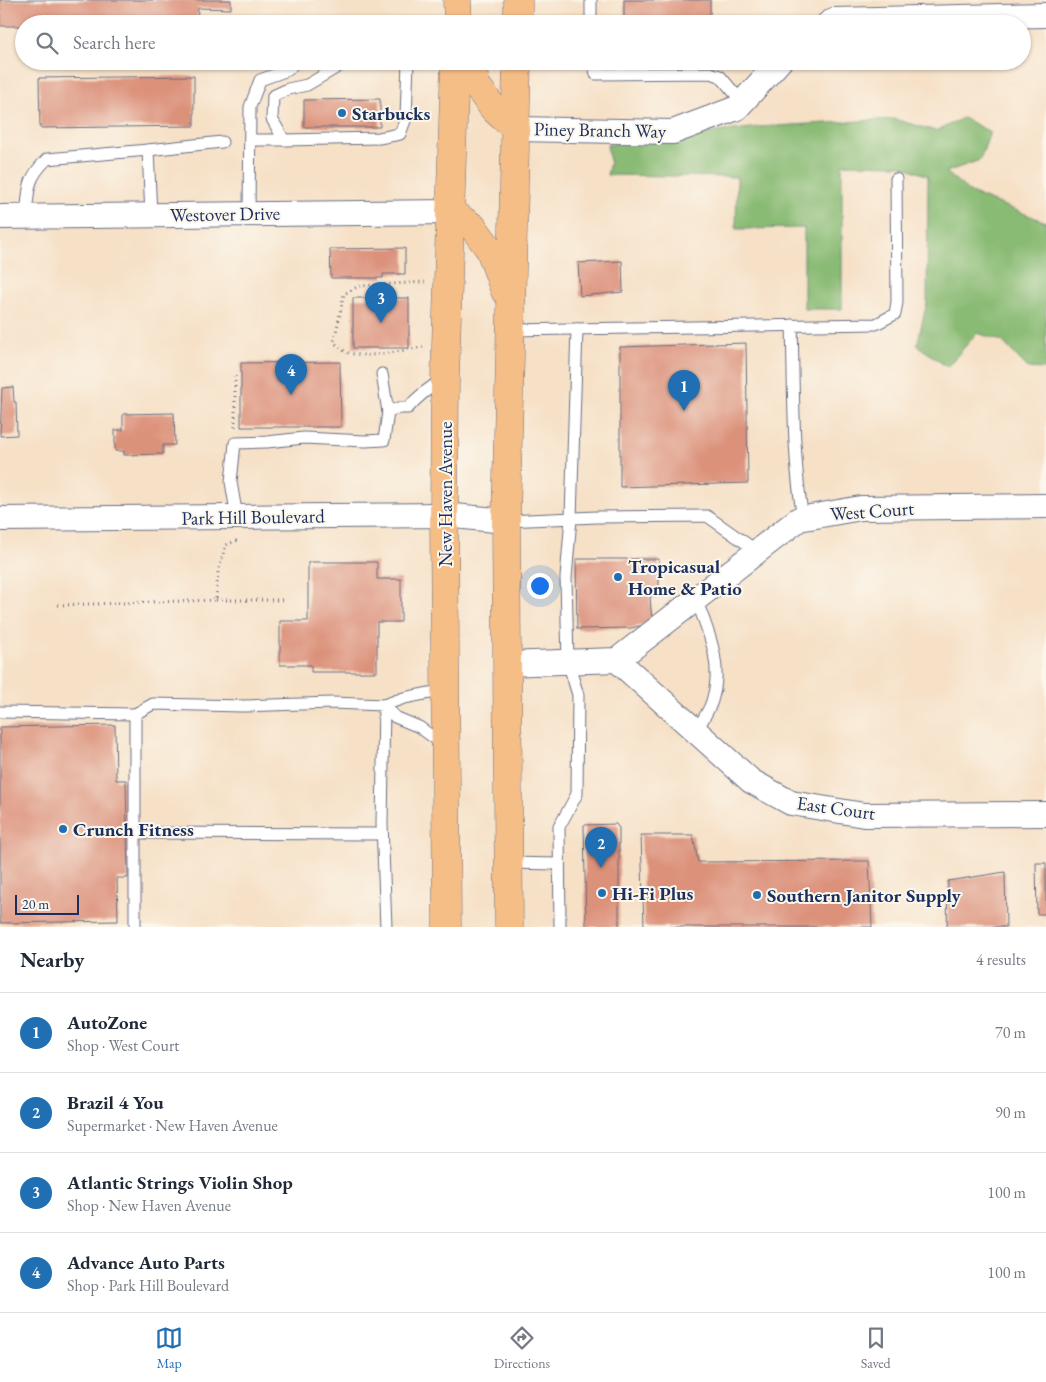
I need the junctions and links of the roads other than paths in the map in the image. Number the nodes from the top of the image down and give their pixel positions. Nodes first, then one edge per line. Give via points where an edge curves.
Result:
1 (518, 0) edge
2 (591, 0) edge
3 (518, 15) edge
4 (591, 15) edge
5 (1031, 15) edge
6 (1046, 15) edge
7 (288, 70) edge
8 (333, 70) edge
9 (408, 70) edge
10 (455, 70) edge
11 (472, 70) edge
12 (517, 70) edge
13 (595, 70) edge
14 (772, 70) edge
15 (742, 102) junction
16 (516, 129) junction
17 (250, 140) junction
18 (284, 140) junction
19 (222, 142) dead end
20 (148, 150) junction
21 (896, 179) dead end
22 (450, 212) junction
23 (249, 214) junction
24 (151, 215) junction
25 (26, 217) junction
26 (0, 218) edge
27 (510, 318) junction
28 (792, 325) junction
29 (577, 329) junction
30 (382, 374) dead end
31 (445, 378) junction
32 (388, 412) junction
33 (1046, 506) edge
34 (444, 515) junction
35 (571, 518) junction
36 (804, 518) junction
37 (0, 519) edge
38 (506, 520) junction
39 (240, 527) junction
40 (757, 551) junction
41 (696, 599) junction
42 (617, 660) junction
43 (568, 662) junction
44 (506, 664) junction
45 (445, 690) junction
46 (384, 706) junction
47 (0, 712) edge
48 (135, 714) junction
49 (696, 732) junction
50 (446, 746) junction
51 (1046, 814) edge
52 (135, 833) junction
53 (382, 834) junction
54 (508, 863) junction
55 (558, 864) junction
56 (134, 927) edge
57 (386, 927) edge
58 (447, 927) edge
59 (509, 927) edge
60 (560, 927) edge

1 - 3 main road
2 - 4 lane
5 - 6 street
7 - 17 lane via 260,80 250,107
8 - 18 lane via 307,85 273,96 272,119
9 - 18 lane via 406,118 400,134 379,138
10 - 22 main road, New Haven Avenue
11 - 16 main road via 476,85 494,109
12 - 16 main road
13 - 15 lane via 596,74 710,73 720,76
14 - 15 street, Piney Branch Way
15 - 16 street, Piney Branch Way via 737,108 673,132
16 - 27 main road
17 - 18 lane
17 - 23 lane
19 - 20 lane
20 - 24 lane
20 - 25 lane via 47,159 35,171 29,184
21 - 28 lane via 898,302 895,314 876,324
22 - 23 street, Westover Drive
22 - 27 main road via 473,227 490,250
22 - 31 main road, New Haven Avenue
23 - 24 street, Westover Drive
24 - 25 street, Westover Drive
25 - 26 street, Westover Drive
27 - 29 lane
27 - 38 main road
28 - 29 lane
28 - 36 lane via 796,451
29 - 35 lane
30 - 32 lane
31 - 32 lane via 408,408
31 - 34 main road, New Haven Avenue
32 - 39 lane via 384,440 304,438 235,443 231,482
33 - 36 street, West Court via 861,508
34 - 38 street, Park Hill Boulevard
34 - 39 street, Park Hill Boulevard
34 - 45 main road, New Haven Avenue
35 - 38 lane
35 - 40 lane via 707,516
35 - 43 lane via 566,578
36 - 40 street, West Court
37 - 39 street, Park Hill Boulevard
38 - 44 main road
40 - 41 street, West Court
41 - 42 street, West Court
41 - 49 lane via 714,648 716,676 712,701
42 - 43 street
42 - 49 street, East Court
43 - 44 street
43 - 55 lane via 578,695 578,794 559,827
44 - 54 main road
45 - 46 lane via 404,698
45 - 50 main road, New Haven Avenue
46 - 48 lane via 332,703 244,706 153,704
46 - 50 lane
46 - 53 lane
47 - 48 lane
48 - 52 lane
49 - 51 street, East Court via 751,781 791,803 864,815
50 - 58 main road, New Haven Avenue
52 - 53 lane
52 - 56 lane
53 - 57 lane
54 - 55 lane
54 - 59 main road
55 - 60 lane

+++

Copy out each line in the preceding records that contains "dead".

▸ OUTPUT
19 (222, 142) dead end
21 (896, 179) dead end
30 (382, 374) dead end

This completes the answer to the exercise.